If you thought relations between the United Kingdom and Russia had hit rock bottom after the attempted murder of former Kremlin spy Sergei Skripal on British soil, you may have to think again.
On Friday afternoon, London police announced that the death of another Russian exile, Nikolay Glushkov—a vocal Putin critic who was wanted in Russia and previously predicted he would be assassinated—is being treated as murder.
While the London-based Metropolitan Police have made clear that “at this stage” there is no connection to the attempted murders of former spy Skripal and his daughter, the revelation that Glushkov was apparently killed—this time by "compression of the neck"—will do nothing to calm the diplomatic crisis between Russia and the West, particularly because of his close links to other controversial Russian exiles.
Glushkov was a close friend of exiled Russian tycoon Boris Berezovsky, suspected by Glushkov to have been murdered on Kremlin orders in 2013.
Friday's police statement made clear that counter-terrorism police are leading the investigation into the murder, rather than local police, "because of the associations Mr Glushkov is believed to have had."

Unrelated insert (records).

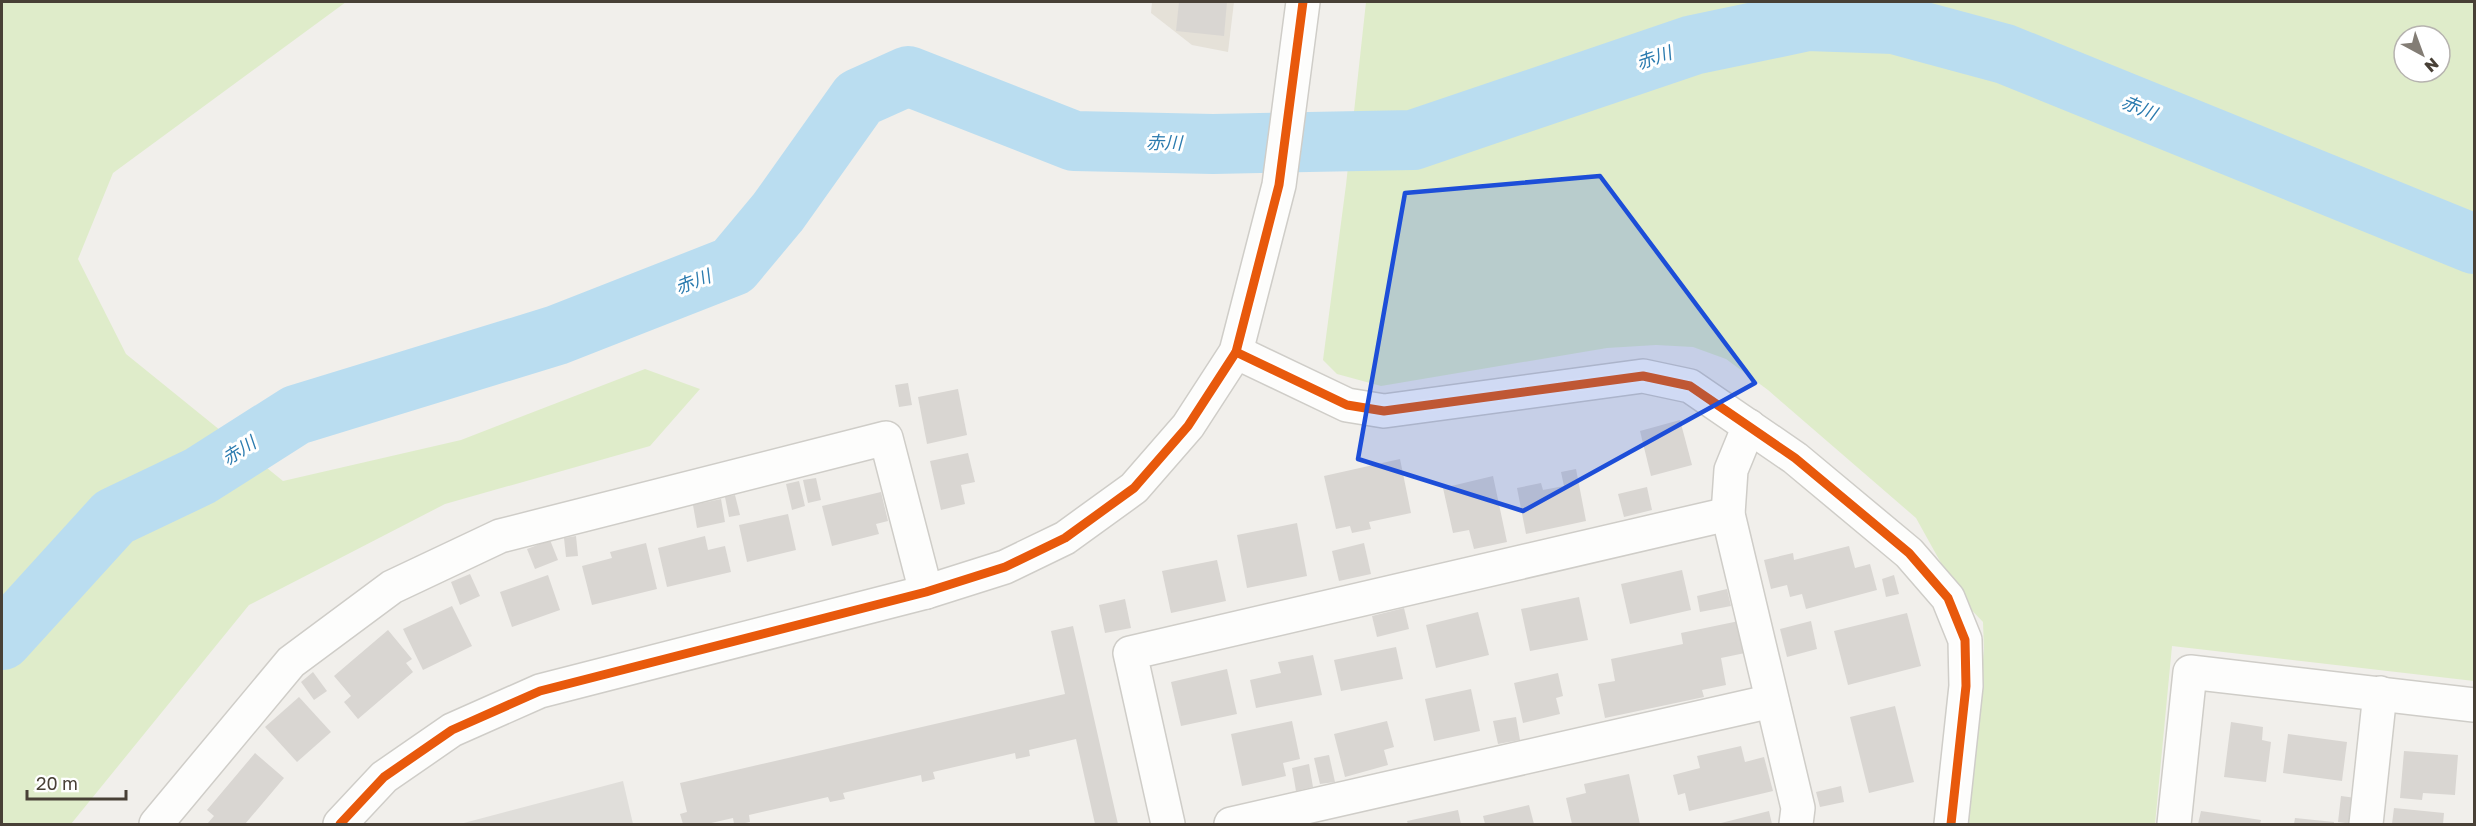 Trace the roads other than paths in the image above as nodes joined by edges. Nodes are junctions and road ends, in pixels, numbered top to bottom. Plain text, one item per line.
1 (1303, 2) edge
2 (1236, 352) junction
3 (1749, 426) junction
4 (1728, 514) junction
5 (926, 592) junction
6 (2380, 693) junction
7 (1772, 701) junction
8 (2475, 705) edge
9 (156, 825) edge
10 (340, 825) edge
11 (1168, 825) edge
12 (1231, 825) edge
13 (1796, 825) edge
14 (1951, 825) edge
15 (2174, 825) edge
16 (2366, 825) edge

1 - 2 street
2 - 3 street
2 - 5 street
3 - 4 street
3 - 14 street
4 - 7 street
4 - 11 street
5 - 9 street
5 - 10 street
6 - 8 street
6 - 15 street
6 - 16 street
7 - 12 street
7 - 13 street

Those associations include a group of Russian exiles who have died in mysterious circumstances in Britain over the past few years. Glushkov spoke to The Guardian in 2014 about the “hit-list” of Russian exiles such as Berezovsky, his business partner Badri Patarkatsishvili who died in 2008, and former Russian intelilgence officer Alexander Litvinenko, who was killed with radioactive poison in London.
Glushkov voiced his belief that the Kremlin was methodically killing fellow exiles on a hit-list and said gloomily: "I don't see anyone left on it apart from me."

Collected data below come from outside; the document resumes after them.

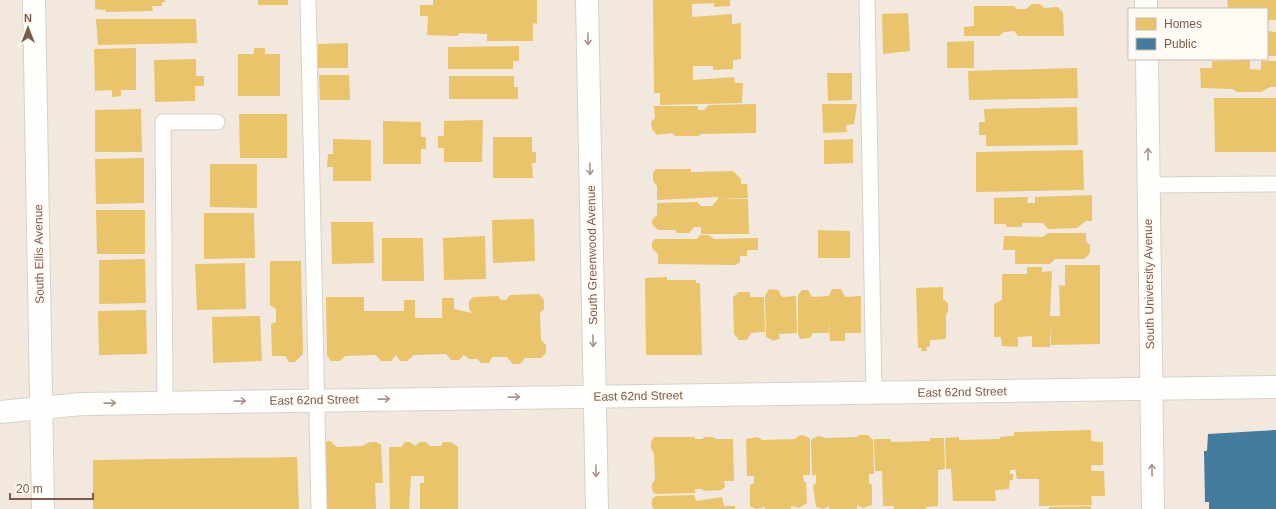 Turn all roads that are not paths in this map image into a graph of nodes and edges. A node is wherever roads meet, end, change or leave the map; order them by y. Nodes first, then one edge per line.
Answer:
1 (34, 0) edge
2 (308, 0) edge
3 (587, 0) edge
4 (868, 0) edge
5 (1147, 60) edge
6 (217, 122) dead end
7 (1276, 184) edge
8 (1148, 185) junction
9 (1276, 387) edge
10 (1150, 389) junction
11 (874, 393) junction
12 (594, 396) junction
13 (317, 400) junction
14 (165, 402) junction
15 (41, 408) junction
16 (0, 412) edge
17 (43, 509) edge
18 (319, 509) edge
19 (597, 509) edge
20 (1153, 509) edge

1 - 15 street, South Ellis Avenue
2 - 13 lane
3 -> 12 street, South Greenwood Avenue
4 - 11 lane
8 -> 5 street, South University Avenue
6 - 14 lane
7 - 8 lane
8 - 10 street, South University Avenue
9 - 10 street, East 62nd Street
10 - 11 street, East 62nd Street
20 -> 10 street, South University Avenue
11 - 12 street, East 62nd Street
13 -> 12 street, East 62nd Street
12 -> 19 street, South Greenwood Avenue
14 -> 13 street, East 62nd Street
13 - 18 lane
15 -> 14 street, East 62nd Street
15 - 16 street, East 62nd Street
15 - 17 street, South Ellis Avenue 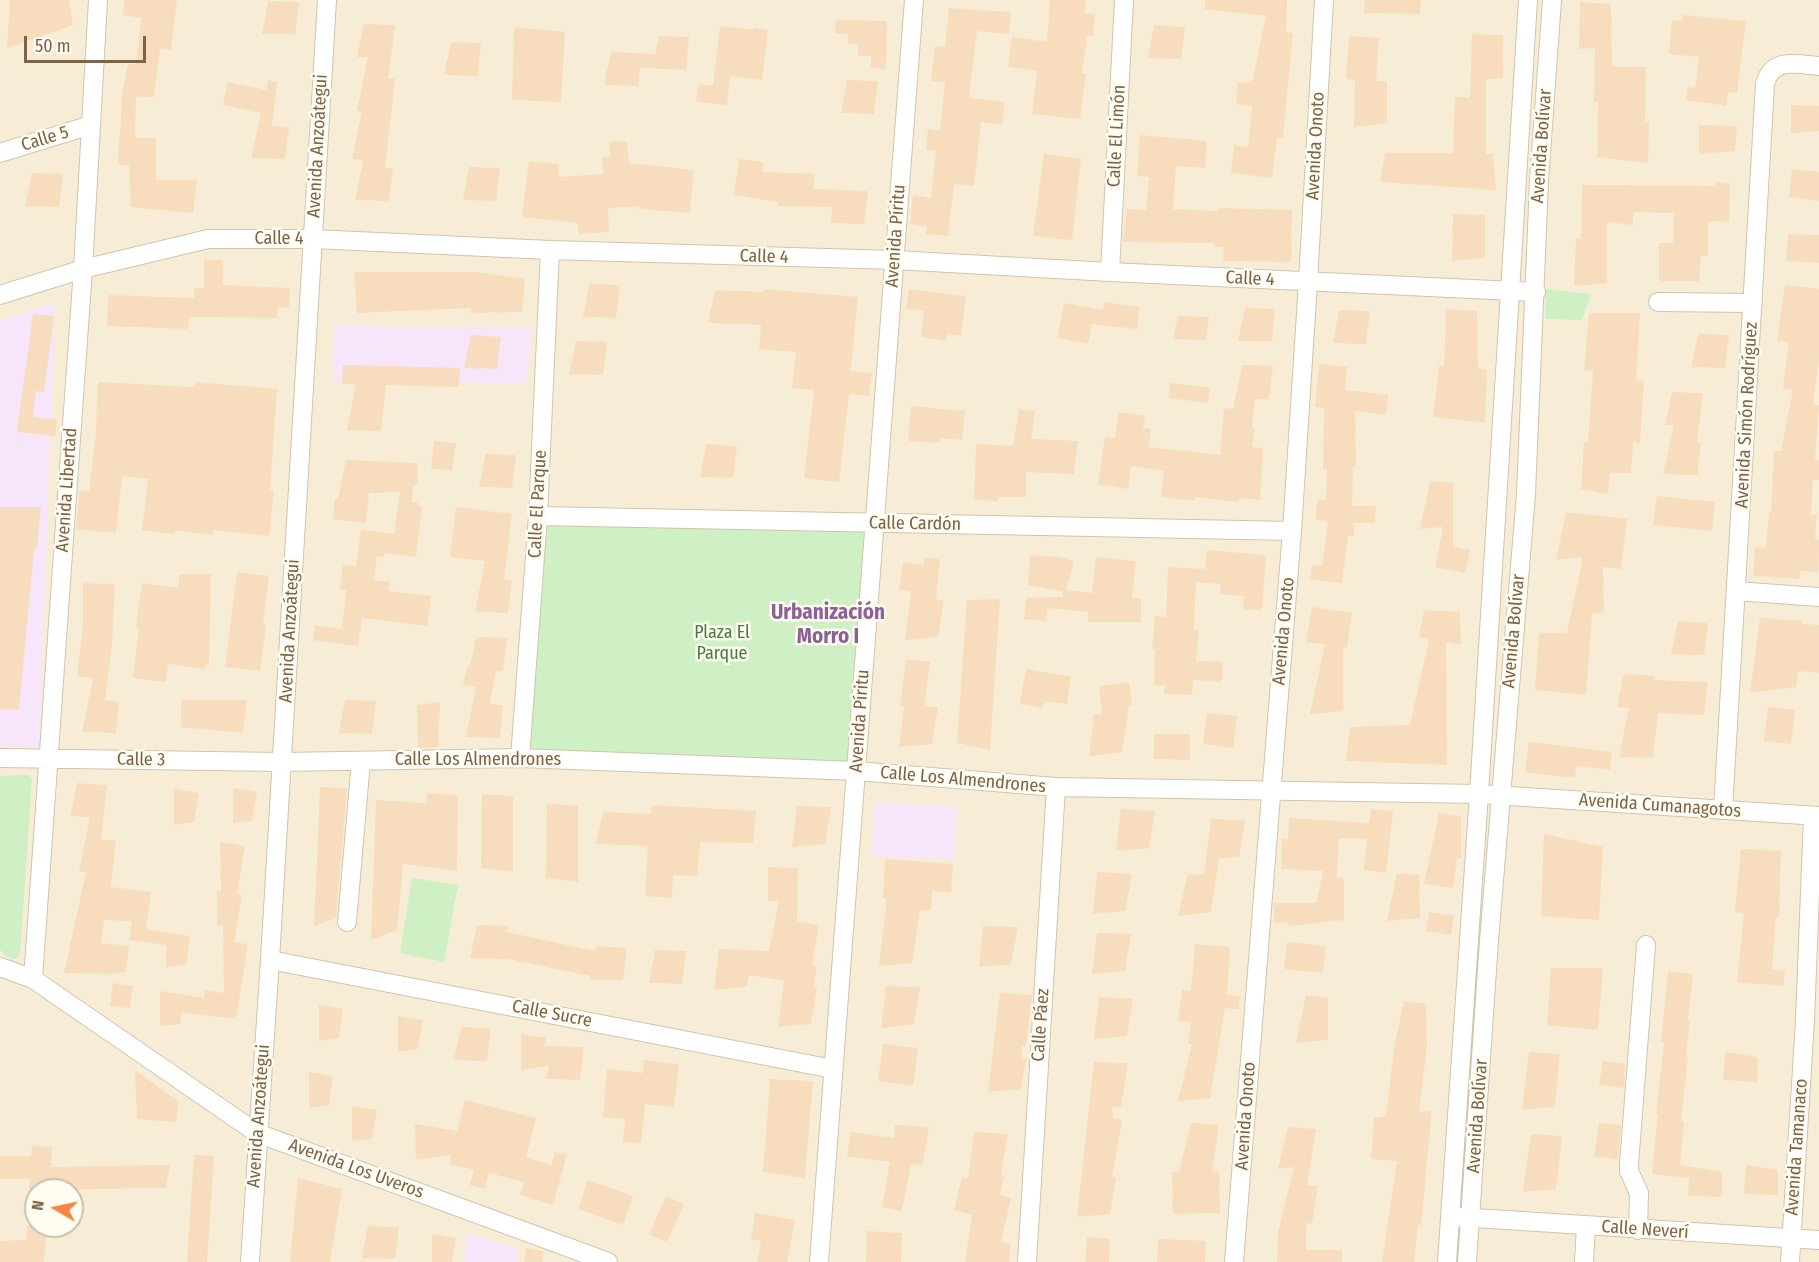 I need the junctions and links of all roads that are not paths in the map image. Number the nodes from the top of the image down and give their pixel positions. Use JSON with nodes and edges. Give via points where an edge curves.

Berezovsky's death is one of 14 being reinvestigated by British police and intelligence in the wake of the attempted Skripal murders, though no foul play was found in any of the deaths at the time.
Glushkov was granted political asylum in the U.K. in 2010. In 2016, the British government refused a request from Russia to hand him over on fraud charges connected to a period in the 1990s when he was a high-ranking executive in the Russian national airline Aeroflot. In a trial in absentia in Russia in 2017, he was sentenced to eight years in prison.

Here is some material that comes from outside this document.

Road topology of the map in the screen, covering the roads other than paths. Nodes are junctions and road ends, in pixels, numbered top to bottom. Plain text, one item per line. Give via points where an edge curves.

On Monday, Glushkov was reportedly due to defend himself against the fraud claims made against him in a commercial court in London. He never showed up and was, later that day, found dead.
Along with his friend and former colleague Berezovsky, he fell out with Putin as their fortunes waned under his presidency. Russian exiles in the U.K. are believed to have established close ties—Berezovsky was known to be friends with Litvinenko, and Glushkov told the inquiry into Litvinenko's death that he'd met the former spy in Berezovsky's office.
Glushkov was also known for having given evidence against the owner of Chelsea Football Club, Russian oil oligarch Roman Abramovic, who remains on good terms with Putin and the Kremlin, in a 2011 court case.
Police appealed for information from the British public.